"Calm down before you do something that you'll regret," I heard Crawford's voice state firmly.

I rolled my eyes and opened the door to the library without my usual mask. I was angry and that stupid bastard's words weren't going to stop me from doing as I pleased. Though, once I saw the look on his face I knew that he meant it. I frowned and regained my calm composure.

"Glad," he muttered without glancing at my face, "that you decided to listen to my words."

"I shouldn't even bother asking you but... Where's Omi?" I asked softly.

"Where he belongs. Though, that answer won't satisfy you, will it? Well then I suppose I might as well tell you. Tsukiyono can't become...trained appropriately with you healing him constantly."

"You want to break a healer...don't you? You want to break Omi..." I murmured.

"That is the point. He will become a convenient tool for Schwarz..."

I shook my head.

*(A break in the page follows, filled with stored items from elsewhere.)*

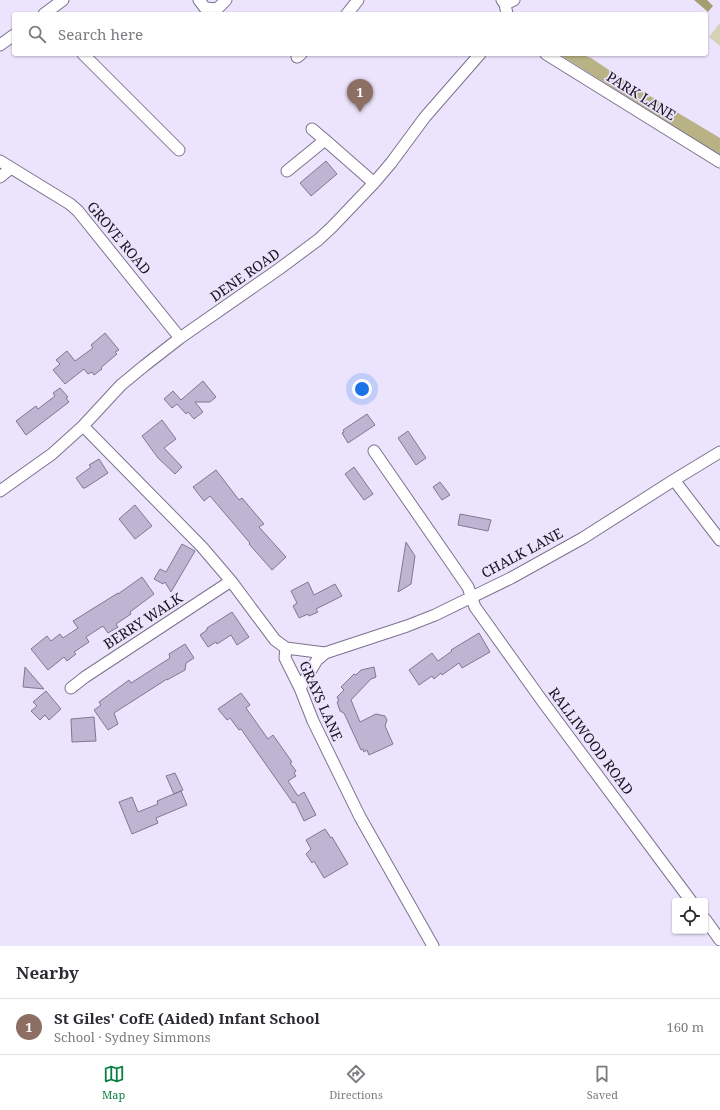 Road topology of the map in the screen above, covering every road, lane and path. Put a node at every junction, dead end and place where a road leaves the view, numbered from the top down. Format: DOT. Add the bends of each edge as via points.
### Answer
graph roads {
  1 [pos="64,0"];
  2 [pos="199,0"];
  3 [pos="226,0"];
  4 [pos="358,0"];
  5 [pos="47,12"];
  6 [pos="349,12"];
  7 [pos="12,36"];
  8 [pos="0,45"];
  9 [pos="85,56"];
  10 [pos="478,56"];
  11 [pos="549,56"];
  12 [pos="312,129"];
  13 [pos="325,140"];
  14 [pos="179,150"];
  15 [pos="0,161"];
  16 [pos="720,162"];
  17 [pos="11,168"];
  18 [pos="287,171"];
  19 [pos="0,177"];
  20 [pos="374,183"];
  21 [pos="180,338"];
  22 [pos="84,426"];
  23 [pos="374,451"];
  24 [pos="720,452"];
  25 [pos="674,480"];
  26 [pos="0,491"];
  27 [pos="720,540"];
  28 [pos="231,581"];
  29 [pos="471,597"];
  30 [pos="286,648"];
  31 [pos="325,653"];
  32 [pos="71,688"];
  33 [pos="300,688"];
  34 [pos="689,898"];
  35 [pos="708,924"];
  36 [pos="720,940"];
  37 [pos="433,946"];
  1 -- 5 [label="street"];
  2 -- 3 [label="street" via="205,8 217,9"];
  4 -- 6 [label="street"];
  7 -- 8 [label="street"];
  9 -- 14 [label="street"];
  10 -- 20 [label="street, DENE ROAD" via="425,117"];
  11 -- 16 [label="street, PARK LANE"];
  12 -- 13 [label="street"];
  13 -- 18 [label="street"];
  13 -- 20 [label="street"];
  15 -- 17 [label="street, GROVE ROAD"];
  17 -- 19 [label="street"];
  17 -- 21 [label="street, GROVE ROAD" via="78,211"];
  20 -- 21 [label="street, DENE ROAD" via="318,240"];
  21 -- 22 [label="street, DENE ROAD" via="121,385"];
  22 -- 26 [label="street, DENE ROAD" via="52,454"];
  22 -- 28 [label="street, GRAYS LANE" via="202,547"];
  23 -- 29 [label="street, RALLIWOOD ROAD" via="468,586"];
  24 -- 25 [label="street, CHALK LANE"];
  25 -- 27 [label="street"];
  25 -- 29 [label="street, CHALK LANE" via="583,538"];
  28 -- 30 [label="street, GRAYS LANE" via="275,640"];
  28 -- 32 [label="street, BERRY WALK"];
  29 -- 31 [label="street, CHALK LANE" via="407,626"];
  29 -- 34 [label="street, RALLIWOOD ROAD" via="475,607 538,695"];
  30 -- 31 [label="street, CHALK LANE"];
  30 -- 33 [label="street, GRAYS LANE" via="285,658"];
  31 -- 33 [label="street"];
  33 -- 37 [label="street, GRAYS LANE" via="316,728 360,816"];
  35 -- 36 [label="street"];
}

They decided that Omi was better off without me? That he was more useful? What about me...? How would I react to not having my beautiful angel...? I didn't know whether it was better to see the pain he was in while knowing that it was impossible for me to stop it, or if it was worse not to know anything and to only hope that they had lightened up on him a bit.

"I want to see him," I blurted out.

"You know you can't do that... You will only be permitted to see him once we have completed his training..."

I turned away from him and shut the door. It was pointless to argue with someone who could see all your complaints coming before you even said them. It was odd for Crawford to actually listen to them... Usually he wouldn't be bothered.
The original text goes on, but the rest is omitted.